Hope on Alvarado – L.A. architects are embracing modular multi-family housing


November 19, 2019

L.A. is embracing multi-family prefab construction. Shown: Steinberg Hart’s 1601 N. Las Palmas project, a modular apartment block. Image courtesy of Steinberg Hart.

Across Los Angeles, architects and developers are embracing factory-built multi-family housing construction across a variety of projects. A selection of recently proposed and currently under construction efforts highlight the fact that while previously limited mostly to single-family projects, modular construction is increasingly being used for larger projects.

In Hollywood, for example, architecture firm Steinberg Hart and developer R.W. Selby & Co. have unveiled plans for a new 202-unit apartment complex that is built using prefabricated modular units.

The development is marked by balcony modules that overlook street-level retail. Image courtesy of Steinberg Hart.

The project, set to be located on a long, narrow site, will feature 14,200 square feet of ground-floor retail spaces as well as apartment units marked by projecting covered balconies arranged to express the project’s modular construction systems. Urbanize.LA reports that the project will bring a mix of one- and two-bedroom homes to the 28,000-square-foot site, including 69 affordable housing units.

The project is the latest modular construction project proposed in the region, where escalating construction costs stemming from a widespread labor shortage are pushing developers to embrace factory-built buildings in order to save time (and money) bringing their projects to life.

Modular Prefab Housing for the Homeless in Los AngelesView of the Hope on Alvarado development. Image courtesy of KTGY Architecture + Planning.

In the nearby MacArthur Park neighborhood, for example, Hope on Alvarado, an 84-unit transitional housing complex designed by KTGY Architecture + Planning is currently under construction.

The project, an outgrowth of the firm’s R+D Studio, utilizes prefabricated “shipping container”-style components as a basis for its modular design.

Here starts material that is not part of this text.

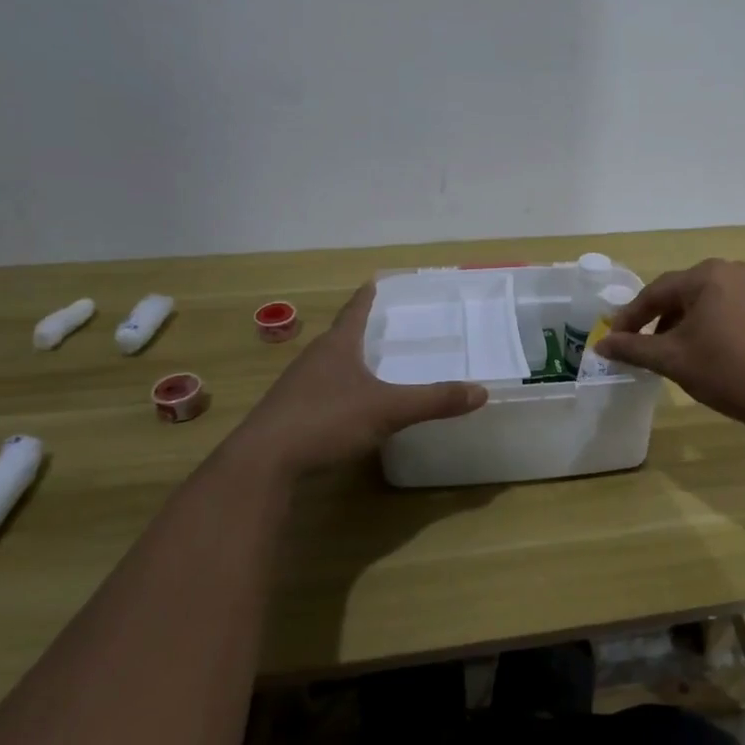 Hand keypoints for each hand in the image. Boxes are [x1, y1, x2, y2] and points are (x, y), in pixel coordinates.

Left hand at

For the project, the architects are fabricating new container chassis components rather than re-using existing containers. The arrangement allows the construction team to work more effectively. Keith Labus, project architect for Hope on Alvarado, said via the KTGY website, “We’re working with manufacturers and converting the containers into residential units right in the middle of the manufacturing process. It’s more efficient and it can be done much faster, so we can deliver more units quicker.”

Rendering of the Isla Connections project that utilizes modular elements to occupy a highway-adjacent scrap of land. Image courtesy of Lorcan O’Herlihy Architects.

A few miles southeast from Hope on Alvarado, Lorcan O’Herlihy Architects and Clifford Beers Housing recently broke ground on their Isla Intersections project, a 54-unit modular development taking shape on what was once a leftover railroad right of way.

The 35,000-square-foot project uses welded assemblies of shopping containers to create 20-foot by 16-foot studio apartment units containing ADA-compliant kitchens and bathrooms. On the project site, which is located adjacent to a congested highway intersection, the modular units are stacked and twisted to create a sheltered courtyard that will house a marketplace and public plaza.

According to the architects, modular construction was deployed on the project to halve construction times. The LOHA website states, “As a way to reduce the cost and construction time, we use modular container construction which allows concurrent work on- and off-site, condensing construction time to two years instead of four.”